Never ever EVER forget your wife’s birthday. In  the long run it will be the most expensive mistake you could make. If you are lucky you will get away with 3 or 4 weeks of flowers. If you’re not, that new Sapphire she has been admiring would look pretty nice on her finger.

My girlfriend handled it a bit differently with a direct approach.

“Honey,” she said to her husband.

“Look me straight in the eye. Now tell me, what day is today?”

He just looked and looked and…and…then very slowly turned his head and, biting his bottom lip, said incredulously, “It’s your birthday.”
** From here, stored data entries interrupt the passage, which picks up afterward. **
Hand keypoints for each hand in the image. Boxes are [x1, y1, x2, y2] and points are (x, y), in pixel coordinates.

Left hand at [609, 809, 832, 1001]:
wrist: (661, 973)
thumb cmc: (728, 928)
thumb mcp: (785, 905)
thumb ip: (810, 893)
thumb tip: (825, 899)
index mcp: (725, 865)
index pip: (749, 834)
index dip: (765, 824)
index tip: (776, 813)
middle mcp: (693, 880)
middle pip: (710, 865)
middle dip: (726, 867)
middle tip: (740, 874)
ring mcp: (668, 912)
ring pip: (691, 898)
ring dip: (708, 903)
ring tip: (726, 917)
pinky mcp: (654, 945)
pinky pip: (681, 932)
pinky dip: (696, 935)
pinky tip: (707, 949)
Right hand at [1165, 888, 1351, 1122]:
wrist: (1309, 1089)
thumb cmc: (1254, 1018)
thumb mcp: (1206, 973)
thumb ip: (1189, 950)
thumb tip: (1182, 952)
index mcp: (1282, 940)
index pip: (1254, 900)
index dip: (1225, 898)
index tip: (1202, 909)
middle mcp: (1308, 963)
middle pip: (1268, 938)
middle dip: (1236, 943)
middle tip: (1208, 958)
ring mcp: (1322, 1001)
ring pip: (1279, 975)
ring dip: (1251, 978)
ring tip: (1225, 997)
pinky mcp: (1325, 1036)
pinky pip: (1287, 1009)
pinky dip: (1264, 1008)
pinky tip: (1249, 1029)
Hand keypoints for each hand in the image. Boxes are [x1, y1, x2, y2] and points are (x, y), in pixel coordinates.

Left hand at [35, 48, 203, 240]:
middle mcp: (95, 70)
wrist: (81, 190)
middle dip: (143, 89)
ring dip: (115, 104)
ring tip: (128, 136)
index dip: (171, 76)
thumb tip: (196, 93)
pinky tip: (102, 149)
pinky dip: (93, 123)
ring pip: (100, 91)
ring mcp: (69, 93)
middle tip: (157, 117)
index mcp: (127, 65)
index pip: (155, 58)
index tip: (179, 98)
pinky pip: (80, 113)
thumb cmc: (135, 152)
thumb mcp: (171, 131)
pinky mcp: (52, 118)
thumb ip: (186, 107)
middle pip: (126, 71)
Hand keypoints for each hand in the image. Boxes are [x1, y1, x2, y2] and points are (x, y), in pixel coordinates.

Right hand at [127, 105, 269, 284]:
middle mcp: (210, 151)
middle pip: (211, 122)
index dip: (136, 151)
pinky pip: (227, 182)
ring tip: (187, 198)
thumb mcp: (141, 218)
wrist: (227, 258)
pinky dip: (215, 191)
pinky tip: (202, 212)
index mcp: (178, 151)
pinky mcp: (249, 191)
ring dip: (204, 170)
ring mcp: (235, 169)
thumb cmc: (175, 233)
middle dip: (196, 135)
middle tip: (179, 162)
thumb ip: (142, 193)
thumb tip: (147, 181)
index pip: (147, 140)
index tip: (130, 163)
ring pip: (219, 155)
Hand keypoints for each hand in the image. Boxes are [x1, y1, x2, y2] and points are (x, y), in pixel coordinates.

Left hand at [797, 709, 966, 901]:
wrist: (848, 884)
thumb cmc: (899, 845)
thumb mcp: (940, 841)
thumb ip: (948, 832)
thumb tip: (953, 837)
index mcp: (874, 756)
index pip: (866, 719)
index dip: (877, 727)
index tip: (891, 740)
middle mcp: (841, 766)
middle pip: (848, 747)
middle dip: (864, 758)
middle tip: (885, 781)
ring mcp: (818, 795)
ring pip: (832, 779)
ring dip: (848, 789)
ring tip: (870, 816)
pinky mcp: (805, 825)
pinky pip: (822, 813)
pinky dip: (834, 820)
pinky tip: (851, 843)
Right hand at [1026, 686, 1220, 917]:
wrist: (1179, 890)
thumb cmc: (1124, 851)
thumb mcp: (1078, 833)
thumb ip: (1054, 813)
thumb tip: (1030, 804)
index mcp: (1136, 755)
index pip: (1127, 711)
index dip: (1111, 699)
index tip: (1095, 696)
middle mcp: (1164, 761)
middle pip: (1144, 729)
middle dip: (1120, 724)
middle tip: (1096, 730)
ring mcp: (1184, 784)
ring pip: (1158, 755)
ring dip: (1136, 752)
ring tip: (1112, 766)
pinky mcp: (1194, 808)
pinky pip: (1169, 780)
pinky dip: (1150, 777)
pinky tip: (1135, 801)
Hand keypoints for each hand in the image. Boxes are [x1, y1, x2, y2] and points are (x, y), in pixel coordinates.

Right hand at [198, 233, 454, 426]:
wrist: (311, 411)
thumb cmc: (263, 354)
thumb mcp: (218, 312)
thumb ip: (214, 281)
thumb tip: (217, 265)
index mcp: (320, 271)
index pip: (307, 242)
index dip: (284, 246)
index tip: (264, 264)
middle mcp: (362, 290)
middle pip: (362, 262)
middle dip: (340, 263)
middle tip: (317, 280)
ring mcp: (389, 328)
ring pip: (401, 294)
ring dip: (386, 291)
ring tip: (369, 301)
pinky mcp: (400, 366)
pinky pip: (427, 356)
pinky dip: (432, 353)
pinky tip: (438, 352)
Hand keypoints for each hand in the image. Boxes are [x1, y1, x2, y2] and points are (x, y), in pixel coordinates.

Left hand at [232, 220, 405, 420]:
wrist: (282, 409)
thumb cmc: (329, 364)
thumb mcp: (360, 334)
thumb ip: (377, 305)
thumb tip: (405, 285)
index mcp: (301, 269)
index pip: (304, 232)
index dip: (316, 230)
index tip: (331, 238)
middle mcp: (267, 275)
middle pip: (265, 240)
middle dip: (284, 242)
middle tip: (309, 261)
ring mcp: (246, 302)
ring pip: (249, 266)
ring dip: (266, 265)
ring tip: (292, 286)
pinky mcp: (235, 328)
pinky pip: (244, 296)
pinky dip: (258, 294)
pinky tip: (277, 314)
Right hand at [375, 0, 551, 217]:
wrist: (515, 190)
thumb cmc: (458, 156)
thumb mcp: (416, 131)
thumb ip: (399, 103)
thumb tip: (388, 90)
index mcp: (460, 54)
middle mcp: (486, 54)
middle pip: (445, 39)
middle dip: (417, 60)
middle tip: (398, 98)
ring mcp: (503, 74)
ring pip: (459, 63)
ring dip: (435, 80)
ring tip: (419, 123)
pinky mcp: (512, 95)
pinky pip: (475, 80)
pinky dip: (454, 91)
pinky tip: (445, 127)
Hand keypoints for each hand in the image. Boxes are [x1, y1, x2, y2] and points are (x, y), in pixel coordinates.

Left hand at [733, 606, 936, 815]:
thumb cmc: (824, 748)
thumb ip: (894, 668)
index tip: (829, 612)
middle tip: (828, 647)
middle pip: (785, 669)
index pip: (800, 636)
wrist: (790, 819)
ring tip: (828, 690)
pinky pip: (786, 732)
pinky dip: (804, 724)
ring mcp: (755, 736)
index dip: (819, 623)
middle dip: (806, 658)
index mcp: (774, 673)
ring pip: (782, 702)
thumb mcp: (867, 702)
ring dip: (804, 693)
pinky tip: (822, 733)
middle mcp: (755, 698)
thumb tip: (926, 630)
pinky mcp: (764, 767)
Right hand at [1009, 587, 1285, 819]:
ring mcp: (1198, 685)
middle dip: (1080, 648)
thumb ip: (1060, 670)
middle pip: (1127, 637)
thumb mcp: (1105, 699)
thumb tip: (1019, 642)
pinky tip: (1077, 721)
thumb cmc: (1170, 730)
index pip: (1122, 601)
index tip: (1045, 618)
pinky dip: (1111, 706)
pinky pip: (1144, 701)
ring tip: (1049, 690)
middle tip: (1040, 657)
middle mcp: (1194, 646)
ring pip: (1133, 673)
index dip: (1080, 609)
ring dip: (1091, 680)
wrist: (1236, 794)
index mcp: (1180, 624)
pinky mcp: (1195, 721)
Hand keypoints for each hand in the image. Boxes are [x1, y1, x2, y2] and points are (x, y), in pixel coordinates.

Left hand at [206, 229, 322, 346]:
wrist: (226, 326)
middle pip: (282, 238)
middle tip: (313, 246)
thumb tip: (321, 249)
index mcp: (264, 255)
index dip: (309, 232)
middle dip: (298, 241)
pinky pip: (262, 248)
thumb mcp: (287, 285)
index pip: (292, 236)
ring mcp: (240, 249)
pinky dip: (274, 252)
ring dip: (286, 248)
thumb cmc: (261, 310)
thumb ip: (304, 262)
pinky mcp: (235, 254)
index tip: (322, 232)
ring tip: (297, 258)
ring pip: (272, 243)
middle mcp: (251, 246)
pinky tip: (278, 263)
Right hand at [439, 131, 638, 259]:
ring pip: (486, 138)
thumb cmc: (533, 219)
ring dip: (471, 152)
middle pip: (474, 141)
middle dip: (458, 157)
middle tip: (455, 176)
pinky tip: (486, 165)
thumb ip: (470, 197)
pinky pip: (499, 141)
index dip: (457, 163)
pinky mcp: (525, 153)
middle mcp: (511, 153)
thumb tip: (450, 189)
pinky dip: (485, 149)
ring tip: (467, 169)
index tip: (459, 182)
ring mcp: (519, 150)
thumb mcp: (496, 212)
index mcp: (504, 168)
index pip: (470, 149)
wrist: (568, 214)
Now, she could have handled this in any number of ways. For example, she could have given him

THE FREEZE- when one spouse declines to answer any questions that are directed their way with a simple nod of the head or a “Yep” or “Nope.”

THE LOOK-  where you simply stare through their head with one eye squinted more than the other.

THE GUILT-  make him feel SO badly about forgetting it that you immediately start to cry.

THE WITHDRAWL-  withholding certain “privileges” until he made up for it.

Here is another approach which is dignified and, yet, satisfying and effective.

Start sending  him a series of birthday reminders from different retail outlets, such as Tiffany, Cartier, Mercedes, etc.  Pick items that are outrageously priced, leaving him to wonder if you are really expecting the item or just kidding. That way you are sure he won’t forget, and anything you end up with will be an upgrade or downgrade considering what way you look at it. If that doesn’t work take out an ad in the sports section right after the results of last night’s game.